__Brief__:
Only the lines with the string "give" are needed; return each of them from the entries below.

Exercise data START

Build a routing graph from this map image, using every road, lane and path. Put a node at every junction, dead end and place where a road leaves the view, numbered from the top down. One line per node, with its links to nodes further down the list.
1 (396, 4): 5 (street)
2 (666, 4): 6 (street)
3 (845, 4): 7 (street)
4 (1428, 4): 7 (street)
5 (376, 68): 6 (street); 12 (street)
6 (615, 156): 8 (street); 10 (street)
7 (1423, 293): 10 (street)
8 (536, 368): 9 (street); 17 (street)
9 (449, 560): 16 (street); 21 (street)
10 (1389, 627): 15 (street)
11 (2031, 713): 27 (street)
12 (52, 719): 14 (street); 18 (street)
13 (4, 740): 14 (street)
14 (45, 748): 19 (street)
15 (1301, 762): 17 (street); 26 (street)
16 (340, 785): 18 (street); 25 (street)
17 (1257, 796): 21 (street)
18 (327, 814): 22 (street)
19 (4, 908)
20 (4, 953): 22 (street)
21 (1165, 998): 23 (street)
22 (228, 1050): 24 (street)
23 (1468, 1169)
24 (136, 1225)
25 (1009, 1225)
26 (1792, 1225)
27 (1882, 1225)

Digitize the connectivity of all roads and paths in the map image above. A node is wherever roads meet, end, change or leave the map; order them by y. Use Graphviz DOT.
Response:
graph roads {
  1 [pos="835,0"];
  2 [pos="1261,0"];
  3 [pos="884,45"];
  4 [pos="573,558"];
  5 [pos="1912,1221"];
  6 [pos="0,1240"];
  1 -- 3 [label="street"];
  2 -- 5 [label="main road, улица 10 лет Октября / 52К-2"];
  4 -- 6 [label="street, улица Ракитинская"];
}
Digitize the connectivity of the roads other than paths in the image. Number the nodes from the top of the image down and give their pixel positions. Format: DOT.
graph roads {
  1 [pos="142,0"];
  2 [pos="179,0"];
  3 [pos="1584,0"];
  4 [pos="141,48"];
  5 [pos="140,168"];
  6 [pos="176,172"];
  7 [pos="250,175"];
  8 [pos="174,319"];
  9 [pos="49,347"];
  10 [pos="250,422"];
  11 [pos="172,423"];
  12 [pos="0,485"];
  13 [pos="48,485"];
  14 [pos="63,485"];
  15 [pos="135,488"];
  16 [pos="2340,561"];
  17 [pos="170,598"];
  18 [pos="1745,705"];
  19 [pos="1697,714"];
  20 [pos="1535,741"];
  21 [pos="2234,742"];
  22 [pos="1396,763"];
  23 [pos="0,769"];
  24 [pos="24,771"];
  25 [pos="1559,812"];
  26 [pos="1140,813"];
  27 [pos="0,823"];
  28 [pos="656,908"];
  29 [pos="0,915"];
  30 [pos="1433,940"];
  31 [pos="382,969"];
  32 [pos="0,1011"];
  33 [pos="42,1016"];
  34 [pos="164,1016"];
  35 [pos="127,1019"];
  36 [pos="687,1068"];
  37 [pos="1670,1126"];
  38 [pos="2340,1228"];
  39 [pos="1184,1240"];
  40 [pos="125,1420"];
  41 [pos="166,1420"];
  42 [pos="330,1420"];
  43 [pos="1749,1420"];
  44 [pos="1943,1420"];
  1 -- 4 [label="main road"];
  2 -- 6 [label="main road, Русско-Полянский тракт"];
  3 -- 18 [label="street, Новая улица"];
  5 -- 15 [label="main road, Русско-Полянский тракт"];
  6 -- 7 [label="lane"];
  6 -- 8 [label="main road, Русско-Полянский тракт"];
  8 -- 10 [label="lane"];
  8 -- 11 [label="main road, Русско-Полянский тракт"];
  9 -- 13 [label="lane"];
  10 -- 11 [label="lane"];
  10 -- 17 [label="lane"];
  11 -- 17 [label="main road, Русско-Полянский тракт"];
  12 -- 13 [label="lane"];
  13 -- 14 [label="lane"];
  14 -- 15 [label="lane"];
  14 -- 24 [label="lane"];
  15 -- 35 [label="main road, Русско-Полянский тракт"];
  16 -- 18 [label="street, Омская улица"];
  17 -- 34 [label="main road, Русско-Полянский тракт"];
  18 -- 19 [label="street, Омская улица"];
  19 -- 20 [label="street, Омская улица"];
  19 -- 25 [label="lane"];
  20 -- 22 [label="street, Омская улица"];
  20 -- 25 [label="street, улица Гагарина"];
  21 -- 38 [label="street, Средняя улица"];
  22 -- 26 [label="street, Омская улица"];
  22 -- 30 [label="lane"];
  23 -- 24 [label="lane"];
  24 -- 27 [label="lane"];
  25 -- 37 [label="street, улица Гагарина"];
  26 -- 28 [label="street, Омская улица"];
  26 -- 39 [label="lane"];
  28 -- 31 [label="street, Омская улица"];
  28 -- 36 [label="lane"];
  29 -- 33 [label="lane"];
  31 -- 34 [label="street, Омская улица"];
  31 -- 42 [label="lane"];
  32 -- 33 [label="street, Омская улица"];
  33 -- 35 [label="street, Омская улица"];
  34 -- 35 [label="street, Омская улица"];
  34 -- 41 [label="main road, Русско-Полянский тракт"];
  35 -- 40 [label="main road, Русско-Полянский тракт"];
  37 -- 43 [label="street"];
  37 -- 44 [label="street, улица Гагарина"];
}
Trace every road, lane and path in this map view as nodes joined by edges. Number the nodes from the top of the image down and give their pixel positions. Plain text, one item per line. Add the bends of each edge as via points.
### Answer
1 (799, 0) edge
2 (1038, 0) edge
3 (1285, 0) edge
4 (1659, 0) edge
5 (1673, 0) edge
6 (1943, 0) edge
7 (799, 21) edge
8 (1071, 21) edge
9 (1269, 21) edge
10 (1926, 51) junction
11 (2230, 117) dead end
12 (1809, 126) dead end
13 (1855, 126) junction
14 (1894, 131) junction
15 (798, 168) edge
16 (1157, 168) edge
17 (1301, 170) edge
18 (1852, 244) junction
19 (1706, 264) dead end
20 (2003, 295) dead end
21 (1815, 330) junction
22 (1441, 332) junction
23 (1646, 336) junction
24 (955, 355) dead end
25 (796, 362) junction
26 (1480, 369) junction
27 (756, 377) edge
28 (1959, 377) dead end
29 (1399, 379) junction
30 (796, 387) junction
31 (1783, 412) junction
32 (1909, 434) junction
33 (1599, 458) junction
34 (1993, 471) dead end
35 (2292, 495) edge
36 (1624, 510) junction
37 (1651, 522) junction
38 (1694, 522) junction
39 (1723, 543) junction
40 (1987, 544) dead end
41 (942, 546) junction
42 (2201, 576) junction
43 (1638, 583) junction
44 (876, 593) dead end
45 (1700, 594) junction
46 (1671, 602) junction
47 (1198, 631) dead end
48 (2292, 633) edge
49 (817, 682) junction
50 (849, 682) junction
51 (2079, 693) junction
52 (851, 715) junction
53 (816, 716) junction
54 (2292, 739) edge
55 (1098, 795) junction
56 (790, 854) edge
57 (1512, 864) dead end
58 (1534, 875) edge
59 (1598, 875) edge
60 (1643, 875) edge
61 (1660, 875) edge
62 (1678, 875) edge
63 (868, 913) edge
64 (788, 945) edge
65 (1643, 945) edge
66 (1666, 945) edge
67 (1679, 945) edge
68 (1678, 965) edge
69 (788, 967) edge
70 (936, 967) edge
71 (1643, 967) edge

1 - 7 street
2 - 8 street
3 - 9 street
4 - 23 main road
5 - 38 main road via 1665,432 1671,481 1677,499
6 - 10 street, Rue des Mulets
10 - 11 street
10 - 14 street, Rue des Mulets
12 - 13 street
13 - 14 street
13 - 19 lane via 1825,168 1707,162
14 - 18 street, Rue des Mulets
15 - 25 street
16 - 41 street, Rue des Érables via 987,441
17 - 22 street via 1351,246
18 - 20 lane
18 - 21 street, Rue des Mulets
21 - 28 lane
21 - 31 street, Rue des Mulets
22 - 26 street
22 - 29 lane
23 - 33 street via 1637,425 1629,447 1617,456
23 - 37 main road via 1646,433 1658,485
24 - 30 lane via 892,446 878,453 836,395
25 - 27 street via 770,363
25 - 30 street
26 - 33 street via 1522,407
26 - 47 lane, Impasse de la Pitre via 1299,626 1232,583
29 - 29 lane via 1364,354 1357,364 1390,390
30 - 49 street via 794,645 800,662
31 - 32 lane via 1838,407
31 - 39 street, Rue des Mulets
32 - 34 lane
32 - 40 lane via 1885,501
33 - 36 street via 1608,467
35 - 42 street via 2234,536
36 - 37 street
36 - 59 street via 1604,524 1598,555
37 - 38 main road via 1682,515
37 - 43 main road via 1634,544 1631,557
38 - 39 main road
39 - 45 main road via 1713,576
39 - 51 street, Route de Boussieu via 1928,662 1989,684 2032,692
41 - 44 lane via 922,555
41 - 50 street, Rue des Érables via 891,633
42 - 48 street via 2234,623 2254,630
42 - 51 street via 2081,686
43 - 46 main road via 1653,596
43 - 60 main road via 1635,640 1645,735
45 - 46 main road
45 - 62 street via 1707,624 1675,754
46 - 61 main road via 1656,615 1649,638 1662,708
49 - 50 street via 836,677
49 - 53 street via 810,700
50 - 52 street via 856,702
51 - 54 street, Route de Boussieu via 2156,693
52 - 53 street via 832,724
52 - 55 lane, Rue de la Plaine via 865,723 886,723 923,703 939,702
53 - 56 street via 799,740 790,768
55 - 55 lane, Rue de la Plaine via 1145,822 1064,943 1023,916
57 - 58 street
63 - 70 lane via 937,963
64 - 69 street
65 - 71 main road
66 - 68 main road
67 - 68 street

Exercise data END

__Answer box__:
Digitize the connectivity of the roads other than paths in the image. Number the nodes from the top of the image down and give their pixel positions. Format: DOT.
Trace every road, lane and path in this map view as nodes joined by edges. Number the nodes from the top of the image down and give their pixel positions. Plain text, one item per line. Add the bends of each edge as via points.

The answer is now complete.